TAPUSCORPUS

January 17, 2024 · View on GitHub

Files Badges Regions Badges Lines Badges Chars Badges

Description

Ground Truth dataset for French typewritten OCR

Content

154 pairs of images and PAGE XML files divided into 9 sub-corpus.

#	name	nb of images	Date	GT for segmenter?	GT for recognizer?	link(s) to source images
1	12148-btv1b52502601r	(15)	X	y	y	https://gallica.bnf.fr/ark:/12148/btv1b52502601r
2	20130043_87-1962-catalogue-dactylographié-des-enregistrements	(14)	1962	n	y	https://www.siv.archives-nationales.culture.gouv.fr/siv/UD/FRAN_IR_050603/c-2cfmj84sh--fdjfx0b91tk6
3	bljd-DSN390-DSN355-DSN113_(27)-DSN169	(14)	1922-1945	y	y	http://bljd.sorbonne.fr/ark:/naan/a011441804309XrO1fa/e3ff656f45 , http://bljd.sorbonne.fr/ark:/naan/a011441804309Dy4ooR/8f9020bc6e , http://bljd.sorbonne.fr/ark:/naan/a01144180430809P21l/036952bd71 , http://bljd.sorbonne.fr/ark:/naan/a0114418043093CzACj/ae2ff446cd
4	12148-btv1b10581912k	(12)	19??	y	y	https://gallica.bnf.fr/ark:/12148/btv1b10581912k
5	AN-96AP_1-dossier_1-pièces_1_à_202-début-du-journal-dactylographié	(9)	1914-1917	y	y	https://www.siv.archives-nationales.culture.gouv.fr/siv/UD/FRAN_IR_050082/c-65dxt4cy4--yqhpaasluvz1
6	12148-btv1b525062185	(4)	X	y	y	https://gallica.bnf.fr/ark:/12148/btv1b525062185
7	12148-btv1b10583038c	(6)	1896	y	y	https://gallica.bnf.fr/ark:/12148/btv1b10583038c
8	12148-btv1b10583138r	(2)	1962	y	y	https://gallica.bnf.fr/ark:/12148/btv1b10583138r
9	12148-btv1b53097347b	(10)	1984	y	y	https://gallica.bnf.fr/ark:/12148/btv1b53097347b
10	europeana-random-selection	(64)	X	n	y	Europeana

(3): images are blurred (low quality), but readable none the less.

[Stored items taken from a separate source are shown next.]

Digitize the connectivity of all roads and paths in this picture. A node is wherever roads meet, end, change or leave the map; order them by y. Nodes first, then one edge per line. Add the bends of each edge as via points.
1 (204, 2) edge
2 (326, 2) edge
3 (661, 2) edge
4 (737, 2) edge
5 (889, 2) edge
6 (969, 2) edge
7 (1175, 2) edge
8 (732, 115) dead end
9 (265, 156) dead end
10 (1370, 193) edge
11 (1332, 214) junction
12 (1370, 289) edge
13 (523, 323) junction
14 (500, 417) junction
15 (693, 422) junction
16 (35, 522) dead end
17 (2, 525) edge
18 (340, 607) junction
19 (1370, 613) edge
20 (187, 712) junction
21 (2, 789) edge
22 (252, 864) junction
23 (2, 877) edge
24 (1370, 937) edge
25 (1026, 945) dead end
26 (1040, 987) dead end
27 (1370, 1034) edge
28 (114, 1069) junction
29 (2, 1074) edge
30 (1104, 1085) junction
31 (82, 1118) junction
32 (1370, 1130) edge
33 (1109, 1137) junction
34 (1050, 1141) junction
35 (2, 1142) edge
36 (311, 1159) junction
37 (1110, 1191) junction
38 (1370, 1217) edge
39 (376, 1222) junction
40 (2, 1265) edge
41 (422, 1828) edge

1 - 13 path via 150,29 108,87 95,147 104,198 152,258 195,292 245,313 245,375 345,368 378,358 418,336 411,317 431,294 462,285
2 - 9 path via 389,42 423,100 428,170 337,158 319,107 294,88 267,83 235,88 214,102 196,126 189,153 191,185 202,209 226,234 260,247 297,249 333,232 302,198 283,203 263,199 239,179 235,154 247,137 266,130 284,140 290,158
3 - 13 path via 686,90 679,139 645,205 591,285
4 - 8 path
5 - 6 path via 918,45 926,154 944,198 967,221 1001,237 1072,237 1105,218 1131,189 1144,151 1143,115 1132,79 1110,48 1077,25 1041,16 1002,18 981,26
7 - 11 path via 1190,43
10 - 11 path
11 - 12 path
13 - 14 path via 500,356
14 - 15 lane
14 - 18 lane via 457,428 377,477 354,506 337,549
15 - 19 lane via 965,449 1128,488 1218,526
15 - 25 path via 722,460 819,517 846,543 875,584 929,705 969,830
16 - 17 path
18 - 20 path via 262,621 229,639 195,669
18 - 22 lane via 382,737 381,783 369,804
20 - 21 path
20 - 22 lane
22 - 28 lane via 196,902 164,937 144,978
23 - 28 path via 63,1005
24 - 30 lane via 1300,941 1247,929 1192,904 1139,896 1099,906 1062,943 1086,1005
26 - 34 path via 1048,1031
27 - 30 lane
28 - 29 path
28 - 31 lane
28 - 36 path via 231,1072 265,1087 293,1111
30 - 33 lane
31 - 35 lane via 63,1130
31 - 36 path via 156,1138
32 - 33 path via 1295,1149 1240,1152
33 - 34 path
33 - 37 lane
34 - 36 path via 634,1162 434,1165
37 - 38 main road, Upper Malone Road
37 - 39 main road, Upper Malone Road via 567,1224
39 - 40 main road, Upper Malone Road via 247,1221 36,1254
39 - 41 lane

Unfortunately, I did not keep track of the URL related to the images taken at random from Europeana...

Annotation system

Undescored words are preceded with _such as "This is an example" will be transcribed as: "_This _is _an example".

Portions of text that are superscripted are preceded with ^ such as "1^er" will be transcribed as "1^er". If several words are superscripted, each word starts with a "^".

Crossed out words are not rendered:

words that be read under the stroke are transcribed as if not crossed out;
words that cannot be read under the stroke are transcribed like any portion of text that is not type-written.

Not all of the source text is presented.